Как только использование рабочей силы стало краткосрочным и зависящим от непредвиденных обстоятельств, лишенным твердой (не говоря уже о гарантированной) перспективы и поэтому эпизодическим, когда фактически все правила игры при продвижении по службе и увольнениях были пересмотрены или имеют тенденцию изменяться задолго до ее окончания, остается мало шансов для того, чтобы проросли и укоренились взаимные верность и обязательства. В отличие от эпохи долгосрочной взаимной зависимости здесь едва ли имеется какой–либо стимул к тому, чтобы испытывать острый и серьезный, а тем более насущный интерес к мудрости общих усилий и соответствующих мероприятий, которые, так или иначе, должны быть кратковременными. Место работы воспринимается как палаточный лагерь, где человек остановился здесь лишь на несколько дней и может покинуть его в любой момент, если предлагаемые удобства не предоставлены или неудовлетворительны, а не как общее постоянное место жительства, где он собирается стойко переносить неприятности и терпеливо вырабатывать приемлемые правила общежития. Марк Грановеттер предположил, что наше время — это время «слабых связей», тогда как Сеннетт считает, что «мимолетные формы сотрудничества полезнее для людей, чем долгосрочные связи» [16].

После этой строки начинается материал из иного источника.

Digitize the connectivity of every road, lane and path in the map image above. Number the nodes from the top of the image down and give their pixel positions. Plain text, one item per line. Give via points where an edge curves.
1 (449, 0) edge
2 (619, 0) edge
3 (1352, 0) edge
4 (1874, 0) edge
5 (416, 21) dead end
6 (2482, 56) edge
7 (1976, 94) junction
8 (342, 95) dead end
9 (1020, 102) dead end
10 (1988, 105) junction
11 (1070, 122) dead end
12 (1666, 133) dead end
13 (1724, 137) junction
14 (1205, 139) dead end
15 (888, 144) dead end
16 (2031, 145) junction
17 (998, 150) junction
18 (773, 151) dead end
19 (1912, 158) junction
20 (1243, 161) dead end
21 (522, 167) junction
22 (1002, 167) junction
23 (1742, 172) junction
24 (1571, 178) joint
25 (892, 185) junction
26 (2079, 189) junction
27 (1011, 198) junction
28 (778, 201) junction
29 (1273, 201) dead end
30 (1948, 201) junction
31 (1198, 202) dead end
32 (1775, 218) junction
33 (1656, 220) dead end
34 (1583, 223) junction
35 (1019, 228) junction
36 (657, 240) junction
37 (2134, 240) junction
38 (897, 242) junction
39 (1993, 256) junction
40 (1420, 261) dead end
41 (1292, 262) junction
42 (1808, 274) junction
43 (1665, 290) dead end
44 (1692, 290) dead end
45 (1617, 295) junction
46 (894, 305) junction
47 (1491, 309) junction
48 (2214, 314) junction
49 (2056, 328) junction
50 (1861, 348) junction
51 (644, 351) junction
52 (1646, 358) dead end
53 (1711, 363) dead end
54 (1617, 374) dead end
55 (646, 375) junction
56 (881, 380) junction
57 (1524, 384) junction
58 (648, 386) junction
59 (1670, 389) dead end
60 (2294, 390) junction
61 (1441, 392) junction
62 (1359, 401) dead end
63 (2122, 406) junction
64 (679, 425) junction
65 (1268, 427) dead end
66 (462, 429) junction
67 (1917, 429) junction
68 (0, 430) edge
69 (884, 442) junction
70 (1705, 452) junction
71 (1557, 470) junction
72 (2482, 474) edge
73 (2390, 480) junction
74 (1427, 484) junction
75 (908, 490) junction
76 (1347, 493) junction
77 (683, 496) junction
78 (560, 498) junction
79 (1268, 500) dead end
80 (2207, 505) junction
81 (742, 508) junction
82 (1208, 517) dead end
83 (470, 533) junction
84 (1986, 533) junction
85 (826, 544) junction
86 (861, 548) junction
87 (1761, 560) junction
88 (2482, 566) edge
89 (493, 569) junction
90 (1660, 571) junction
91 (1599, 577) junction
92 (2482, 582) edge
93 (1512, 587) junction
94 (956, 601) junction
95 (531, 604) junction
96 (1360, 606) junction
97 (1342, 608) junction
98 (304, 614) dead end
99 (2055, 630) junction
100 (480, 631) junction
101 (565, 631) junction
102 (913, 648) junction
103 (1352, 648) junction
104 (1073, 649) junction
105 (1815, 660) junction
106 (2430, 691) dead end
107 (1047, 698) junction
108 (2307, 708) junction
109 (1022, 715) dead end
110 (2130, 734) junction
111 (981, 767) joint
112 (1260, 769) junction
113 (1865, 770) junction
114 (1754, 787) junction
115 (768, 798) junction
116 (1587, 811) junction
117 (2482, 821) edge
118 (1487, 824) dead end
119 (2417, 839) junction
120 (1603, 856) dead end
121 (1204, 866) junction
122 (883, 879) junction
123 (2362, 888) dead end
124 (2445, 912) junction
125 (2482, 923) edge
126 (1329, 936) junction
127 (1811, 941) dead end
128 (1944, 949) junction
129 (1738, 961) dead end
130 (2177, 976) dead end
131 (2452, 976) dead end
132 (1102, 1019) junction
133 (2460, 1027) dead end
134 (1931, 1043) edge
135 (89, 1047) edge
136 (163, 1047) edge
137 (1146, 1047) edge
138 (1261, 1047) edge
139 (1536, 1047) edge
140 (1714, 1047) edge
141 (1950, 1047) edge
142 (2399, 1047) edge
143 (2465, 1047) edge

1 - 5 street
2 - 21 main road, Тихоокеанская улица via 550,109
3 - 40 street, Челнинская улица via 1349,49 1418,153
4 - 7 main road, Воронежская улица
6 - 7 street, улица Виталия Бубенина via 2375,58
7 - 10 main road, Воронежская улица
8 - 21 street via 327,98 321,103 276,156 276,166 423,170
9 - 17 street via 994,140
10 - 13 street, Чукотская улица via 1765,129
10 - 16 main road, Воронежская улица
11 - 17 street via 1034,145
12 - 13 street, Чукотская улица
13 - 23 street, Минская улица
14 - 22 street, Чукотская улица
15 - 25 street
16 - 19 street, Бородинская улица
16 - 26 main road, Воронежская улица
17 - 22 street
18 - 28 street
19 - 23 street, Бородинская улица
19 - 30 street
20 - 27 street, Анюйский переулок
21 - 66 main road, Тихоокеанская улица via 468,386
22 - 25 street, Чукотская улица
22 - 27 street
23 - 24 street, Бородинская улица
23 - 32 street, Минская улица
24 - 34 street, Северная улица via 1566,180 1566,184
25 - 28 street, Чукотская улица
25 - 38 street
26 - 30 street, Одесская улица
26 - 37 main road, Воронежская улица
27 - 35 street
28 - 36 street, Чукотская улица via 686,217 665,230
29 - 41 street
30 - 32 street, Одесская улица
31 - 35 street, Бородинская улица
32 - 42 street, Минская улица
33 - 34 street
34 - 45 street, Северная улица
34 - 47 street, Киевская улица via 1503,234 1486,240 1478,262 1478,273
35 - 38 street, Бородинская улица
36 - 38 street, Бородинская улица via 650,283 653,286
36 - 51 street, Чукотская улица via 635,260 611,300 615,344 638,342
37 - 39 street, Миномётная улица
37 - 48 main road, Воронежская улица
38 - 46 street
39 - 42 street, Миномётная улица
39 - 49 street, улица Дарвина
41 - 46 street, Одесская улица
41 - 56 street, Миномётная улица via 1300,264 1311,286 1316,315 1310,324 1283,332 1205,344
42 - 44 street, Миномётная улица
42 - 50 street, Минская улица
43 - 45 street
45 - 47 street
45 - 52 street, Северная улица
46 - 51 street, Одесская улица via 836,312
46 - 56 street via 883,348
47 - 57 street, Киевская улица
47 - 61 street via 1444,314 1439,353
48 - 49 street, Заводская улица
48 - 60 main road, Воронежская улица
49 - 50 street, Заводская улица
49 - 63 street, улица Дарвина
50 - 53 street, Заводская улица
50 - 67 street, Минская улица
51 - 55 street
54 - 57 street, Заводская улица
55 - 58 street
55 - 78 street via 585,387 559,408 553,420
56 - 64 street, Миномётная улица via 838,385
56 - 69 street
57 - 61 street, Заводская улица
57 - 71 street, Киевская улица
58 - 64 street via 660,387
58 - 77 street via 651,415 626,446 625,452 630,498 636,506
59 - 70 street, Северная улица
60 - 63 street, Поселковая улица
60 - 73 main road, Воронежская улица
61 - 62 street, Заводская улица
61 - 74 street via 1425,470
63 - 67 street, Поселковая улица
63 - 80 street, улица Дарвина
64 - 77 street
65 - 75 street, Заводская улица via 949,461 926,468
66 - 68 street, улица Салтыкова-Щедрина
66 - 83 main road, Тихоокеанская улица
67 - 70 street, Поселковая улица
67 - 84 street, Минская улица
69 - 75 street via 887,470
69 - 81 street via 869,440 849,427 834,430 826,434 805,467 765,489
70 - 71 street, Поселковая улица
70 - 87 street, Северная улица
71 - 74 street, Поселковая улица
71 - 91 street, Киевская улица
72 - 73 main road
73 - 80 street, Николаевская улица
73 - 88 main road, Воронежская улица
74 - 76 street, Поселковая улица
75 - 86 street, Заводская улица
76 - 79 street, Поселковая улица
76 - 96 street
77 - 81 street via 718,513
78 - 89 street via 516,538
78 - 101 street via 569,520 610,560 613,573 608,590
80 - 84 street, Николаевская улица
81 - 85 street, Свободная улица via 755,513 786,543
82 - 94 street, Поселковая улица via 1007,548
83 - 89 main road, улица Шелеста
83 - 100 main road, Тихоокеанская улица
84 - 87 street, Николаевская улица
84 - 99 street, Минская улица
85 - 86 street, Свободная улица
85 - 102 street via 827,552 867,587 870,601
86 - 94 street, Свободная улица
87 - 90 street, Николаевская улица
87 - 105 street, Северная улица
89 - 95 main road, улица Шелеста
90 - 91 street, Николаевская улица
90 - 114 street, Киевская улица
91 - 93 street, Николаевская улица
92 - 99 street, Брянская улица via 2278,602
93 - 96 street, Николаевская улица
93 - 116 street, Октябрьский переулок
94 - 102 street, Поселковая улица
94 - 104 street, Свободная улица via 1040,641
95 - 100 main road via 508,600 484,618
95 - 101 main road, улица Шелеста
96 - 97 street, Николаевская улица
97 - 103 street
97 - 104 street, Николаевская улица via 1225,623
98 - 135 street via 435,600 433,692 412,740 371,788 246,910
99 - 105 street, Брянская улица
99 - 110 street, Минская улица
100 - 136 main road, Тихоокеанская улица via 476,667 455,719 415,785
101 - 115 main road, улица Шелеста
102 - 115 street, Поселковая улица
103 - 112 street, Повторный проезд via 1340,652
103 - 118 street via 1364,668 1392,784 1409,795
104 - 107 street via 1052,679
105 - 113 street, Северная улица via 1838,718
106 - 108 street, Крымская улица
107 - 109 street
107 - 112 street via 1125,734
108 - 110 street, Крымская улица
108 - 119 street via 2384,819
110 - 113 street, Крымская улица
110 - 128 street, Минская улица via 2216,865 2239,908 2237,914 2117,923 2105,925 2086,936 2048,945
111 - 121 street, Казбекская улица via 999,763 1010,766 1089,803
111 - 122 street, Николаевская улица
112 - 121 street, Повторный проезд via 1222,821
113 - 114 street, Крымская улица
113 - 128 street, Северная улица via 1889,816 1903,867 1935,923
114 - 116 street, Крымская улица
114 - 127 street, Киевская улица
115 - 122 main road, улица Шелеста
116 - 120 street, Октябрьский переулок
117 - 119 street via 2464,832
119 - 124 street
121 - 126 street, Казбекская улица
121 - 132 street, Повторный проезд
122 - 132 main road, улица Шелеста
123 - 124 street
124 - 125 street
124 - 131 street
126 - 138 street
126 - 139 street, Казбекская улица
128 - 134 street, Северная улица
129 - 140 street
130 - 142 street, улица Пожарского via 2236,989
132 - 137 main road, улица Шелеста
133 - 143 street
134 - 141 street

Современная «расплавленная», «текучая», рассредоточенная, разбросанная и лишенная государственного регулирования версия современности может не предвещать окончательного разрыва связей, но она действительно предрекает наступление легкого, свободно плавающего капитализма, отмеченного свободой и ослаблением связей между капиталом и рабочей силой. Можно сказать, что это роковое изменение подобно переходу от брака к «жизни вместе» со всеми логически вытекающими установками и стратегическими последствиями, включая допущение о временности сожительства и возможности разрыва отношений в любой момент и по любой причине, как только иссякнет необходимость или желание. Если пребывание вместе было вопросом взаимного соглашения и взаимной зависимости, то свобода является односторонней: одна сторона приобрела автономию, которой она, возможно, всегда тайно желала, но всерьез никогда не рассчитывала на нее. Капитал освободился от зависимости от рабочей силы до степени, никогда не достигаемой в далеком прошлом помещиками, живущими вне своего имения. Ему удалось это сделать благодаря новой свободе передвижения, о которой нельзя было и мечтать в прошлом. Воспроизводство и рост капитала, прибыли и дивидендов и исполнение обязательств перед акционерами стали в значительной степени независимыми от продолжительности любого конкретного местного соглашения с рабочей силой.
Эта независимость, конечно, не является полной, и капитал пока не так неуловим, как он хотел быть и каким старается стать. Территориальные — местные — факторы все еще должны учитываться в большинстве расчетов, и «досадная власть» местных органов власти все еще может налагать раздражающие ограничения на свободу движения капитала. Но капитал стал экстерриториальным, легким, свободным и «оторванным от земли» до беспрецедентной степени, и уже достигнутый уровень пространственной подвижности в большинстве случаев вполне достаточен, чтобы добиваться шантажом от привязанных к территории политических сил подчинения своим требованиям. Угроза (даже невысказанная и просто предполагаемая) разрыва местных связей и перемещения в другое место — это то, к чему любое ответственное правительство ради своей собственной пользы и ради своих избирателей должно относиться со всей серьезностью, стараясь подчинить свою политику основной цели — отвратить угрозу изъятия капиталовложений.